WHAT TO PRODUCE | Please return each of the entries exactly, minus their pictures.

━━━ DATA RECORDS

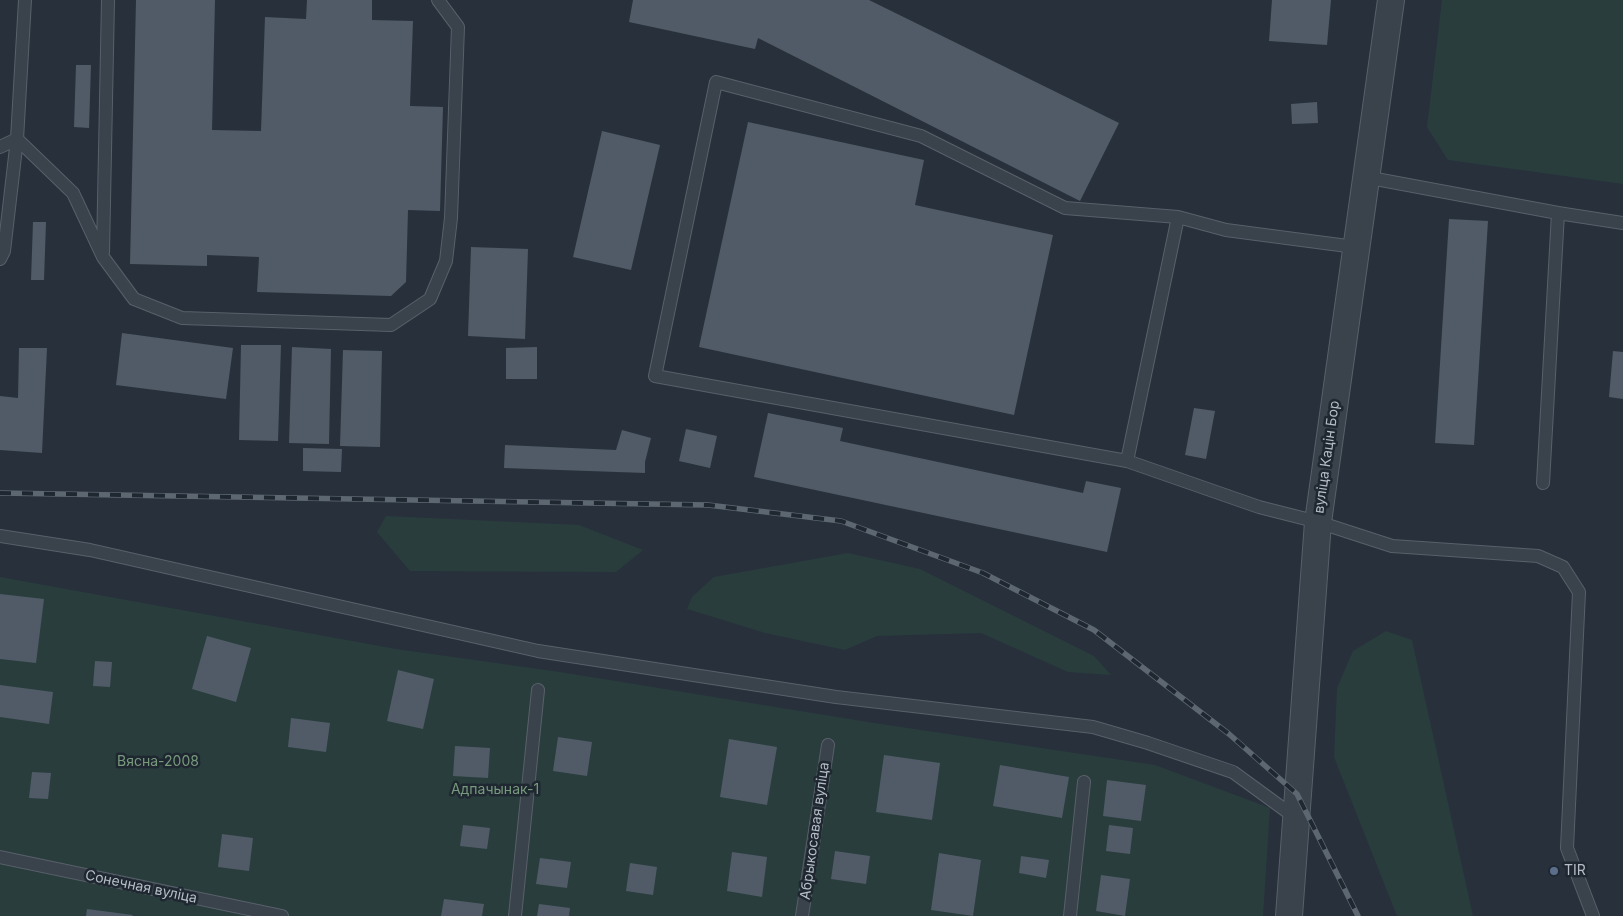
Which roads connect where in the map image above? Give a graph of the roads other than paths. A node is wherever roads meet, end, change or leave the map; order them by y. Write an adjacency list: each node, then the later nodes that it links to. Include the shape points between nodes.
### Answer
1 (25, 0): 5 (lane)
2 (108, 0): 12 (lane)
3 (438, 0): 12 (lane, via 458,27 451,218 446,261 430,299 391,325 182,318 134,299)
4 (1391, 0): 7 (street, вуліца Кацін Бор)
5 (17, 139): 6 (lane); 12 (lane, via 73,193); 13 (lane, via 4,251)
6 (0, 147)
7 (1365, 177): 8 (lane); 11 (street, вуліца Кацін Бор)
8 (1558, 213): 10 (lane); 15 (lane)
9 (1178, 217): 11 (lane, via 1226,230); 14 (lane); 14 (lane, via 1065,208 921,136 716,82 655,376)
10 (1623, 222)
11 (1355, 247): 16 (street, вуліца Кацін Бор)
12 (103, 257)
13 (0, 258)
14 (1128, 461): 16 (lane, via 1258,507)
15 (1543, 483)
16 (1318, 522): 21 (street, вуліца Кацін Бор); 28 (lane, via 1392,546 1538,556 1564,566 1579,592 1567,848)
17 (0, 536): 21 (lane, via 90,550 538,651 836,697 1093,727 1233,772)
18 (538, 690): 24 (lane)
19 (828, 745): 25 (lane, Абрыкосавая вуліца)
20 (1084, 782): 26 (lane)
21 (1296, 818): 27 (street, вуліца Кацін Бор)
22 (0, 857): 23 (lane, Сонечная вуліца)
23 (282, 916)
24 (515, 916)
25 (802, 916)
26 (1070, 916)
27 (1290, 916)
28 (1592, 916)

━━━━━━

EXERCISE SOLUTION |
Which roads connect where in the map image above? Give a graph of the roads other than paths. A node is wherever roads meet, end, change or leave the map; order them by y. Write an adjacency list: each node, then the later nodes that it links to. Include the shape points between nodes.
### Answer
1 (25, 0): 5 (lane)
2 (108, 0): 12 (lane)
3 (438, 0): 12 (lane, via 458,27 451,218 446,261 430,299 391,325 182,318 134,299)
4 (1391, 0): 7 (street, вуліца Кацін Бор)
5 (17, 139): 6 (lane); 12 (lane, via 73,193); 13 (lane, via 4,251)
6 (0, 147)
7 (1365, 177): 8 (lane); 11 (street, вуліца Кацін Бор)
8 (1558, 213): 10 (lane); 15 (lane)
9 (1178, 217): 11 (lane, via 1226,230); 14 (lane); 14 (lane, via 1065,208 921,136 716,82 655,376)
10 (1623, 222)
11 (1355, 247): 16 (street, вуліца Кацін Бор)
12 (103, 257)
13 (0, 258)
14 (1128, 461): 16 (lane, via 1258,507)
15 (1543, 483)
16 (1318, 522): 21 (street, вуліца Кацін Бор); 28 (lane, via 1392,546 1538,556 1564,566 1579,592 1567,848)
17 (0, 536): 21 (lane, via 90,550 538,651 836,697 1093,727 1233,772)
18 (538, 690): 24 (lane)
19 (828, 745): 25 (lane, Абрыкосавая вуліца)
20 (1084, 782): 26 (lane)
21 (1296, 818): 27 (street, вуліца Кацін Бор)
22 (0, 857): 23 (lane, Сонечная вуліца)
23 (282, 916)
24 (515, 916)
25 (802, 916)
26 (1070, 916)
27 (1290, 916)
28 (1592, 916)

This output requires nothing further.